-
kırlardan geliyorlar ellerinde sümbülteber
elbette kırlardan kırlardan gelecekler
başka türlü nasıl güzelleşir bu akşamüstleri
söyleyin nasıl dayanılır dükkanlara depolara
bu katran kokusu başka türlü nasıl geçer
sonsuza varmadan bir önceyiz sanki
-o sayının da bir adı vardı unuttum -
her şey öyle saydam öyle madensel
kapıların kilitleri açık ve herkes uykusuz
hepsinin elinde bir saat bir sümbülteber
eskiden şaşardık bazı şeylerin yokluğuna
artık bu yokları var etmeyi usladık
ağaçları budadık omandan balıkları tuttuk denizden
hani bazı açılmaz sanılan kapıları omuzladık
çünkü herkesin elinde bir saat bir sümbülteber
hey koca dünya nasıl avucumuzdasın
nasıl da parlıyorsun ey gözleri maden
çözdüğüm bütün bulmacalardan zorludur yüreğin
elbette kırlardan gelecekler kırlardan
kırlardan gelecekler ellerinde sümbülteber
ey güzelim sümbül ve teber ey canım
gördüğüm sanki o değildi
sanki kuşlar albümünden bir maden
turgut uyar dendiği zaman hemen aklıma gelen iki şiirden biridir. diğeri de yokuş yol'a - turgut uyar bu iki şiir arasında hep bir akrabalık olduğunu düşünürdüm. mesut varlık'ın hazırladığı, iletişim yayınları tarafından basılan 'edebiyatın taşradan manifestosu' adlı kitapta bu şiir ile ilgili ece ayhan'ın benim de o amaçla yazıldığına inandığım varsayımlarına rastladım. bu varsayımları alıntılamak isterim.

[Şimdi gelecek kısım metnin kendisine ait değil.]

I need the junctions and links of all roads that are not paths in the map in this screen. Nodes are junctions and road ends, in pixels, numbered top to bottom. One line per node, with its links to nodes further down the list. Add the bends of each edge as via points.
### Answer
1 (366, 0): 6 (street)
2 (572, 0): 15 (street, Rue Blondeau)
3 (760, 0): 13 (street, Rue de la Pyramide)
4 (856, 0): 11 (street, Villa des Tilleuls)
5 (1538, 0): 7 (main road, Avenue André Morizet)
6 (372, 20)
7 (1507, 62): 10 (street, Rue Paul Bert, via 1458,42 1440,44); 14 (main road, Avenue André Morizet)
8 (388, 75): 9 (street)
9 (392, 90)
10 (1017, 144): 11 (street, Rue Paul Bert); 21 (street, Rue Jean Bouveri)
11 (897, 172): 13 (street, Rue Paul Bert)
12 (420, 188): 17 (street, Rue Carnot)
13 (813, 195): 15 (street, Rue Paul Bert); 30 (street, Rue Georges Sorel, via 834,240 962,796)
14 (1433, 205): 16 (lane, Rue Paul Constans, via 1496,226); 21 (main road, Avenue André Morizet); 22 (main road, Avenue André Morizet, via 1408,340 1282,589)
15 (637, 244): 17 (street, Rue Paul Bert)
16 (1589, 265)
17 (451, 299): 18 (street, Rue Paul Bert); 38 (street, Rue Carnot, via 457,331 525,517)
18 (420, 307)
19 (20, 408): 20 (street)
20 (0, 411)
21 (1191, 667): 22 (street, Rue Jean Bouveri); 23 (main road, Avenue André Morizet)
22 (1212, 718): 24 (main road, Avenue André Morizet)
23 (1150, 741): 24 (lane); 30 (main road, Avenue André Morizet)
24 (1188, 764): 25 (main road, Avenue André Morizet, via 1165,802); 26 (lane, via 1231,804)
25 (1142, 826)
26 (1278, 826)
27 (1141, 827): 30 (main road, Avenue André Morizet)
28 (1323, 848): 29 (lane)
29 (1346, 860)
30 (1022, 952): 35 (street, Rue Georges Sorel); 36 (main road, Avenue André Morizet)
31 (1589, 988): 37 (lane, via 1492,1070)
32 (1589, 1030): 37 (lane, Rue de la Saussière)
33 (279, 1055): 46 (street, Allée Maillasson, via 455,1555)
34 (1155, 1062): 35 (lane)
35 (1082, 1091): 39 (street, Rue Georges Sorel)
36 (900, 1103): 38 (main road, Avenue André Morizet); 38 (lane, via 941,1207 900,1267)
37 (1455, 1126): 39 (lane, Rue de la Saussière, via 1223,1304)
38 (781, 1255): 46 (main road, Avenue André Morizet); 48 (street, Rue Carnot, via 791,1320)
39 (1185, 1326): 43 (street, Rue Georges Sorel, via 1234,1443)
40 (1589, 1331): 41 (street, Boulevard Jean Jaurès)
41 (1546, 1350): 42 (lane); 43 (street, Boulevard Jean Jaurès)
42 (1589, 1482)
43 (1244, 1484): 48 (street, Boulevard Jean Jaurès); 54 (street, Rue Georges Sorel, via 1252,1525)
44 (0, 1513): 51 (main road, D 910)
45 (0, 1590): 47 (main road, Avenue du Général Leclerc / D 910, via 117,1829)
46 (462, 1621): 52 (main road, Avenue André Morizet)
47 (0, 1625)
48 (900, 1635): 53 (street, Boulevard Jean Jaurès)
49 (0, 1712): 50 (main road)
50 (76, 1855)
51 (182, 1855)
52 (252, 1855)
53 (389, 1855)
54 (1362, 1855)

"ece ayhan bu şiirin asıl buluşunun kendisi için ne olduğunu, çok çarpıcı biçimde söyler. sümbülteber, saksı ömrü uzun, gayet güzel kokan ve gördüysem bile o olduğunu anlamadığım güzel bir bitkiye verilen isim. teber ise 14. ve 15. yüzyıllarda yoğun kullanılan, ilk örneklerinin isviçre'de çıktığı fakat sonradan bu topraklarda bir bektaşi silahına dönüşmüş, iki elle tutulan kutuplu bir silah. 16. yüzyıl başına dek gözde bir piyade silahı olarak kullanılmış, sonradan yaşanan 'silah rönesansı' ile gözden düşmüş. ece ayhan "sümbülteber" kullanımının, şiirin sonunda " ey güzelim sümbül ve teber ey canım" ayrı iki kelime olarak kurgulanmasını dahice bulur. ve bunun apaçık politik bir dertle yapıldığını söyler, uyar tarafından. kırlardan gelen müphem 'onlar'ın elinde çiçek ve silah. yokuş yol'a'yı düşünelim. sonra kırlardan geliyor'a gelelim. benim gözümde bunların tamamı bir şey imliyor. ölen ve öldüren, muş-tatvan yolunda güle ve devlete inandığı için şakiyi kanatan, elinde güzelim sümbül ve canım teber olan taşralılar. yani aslında bu yazıda eşittir kürtler."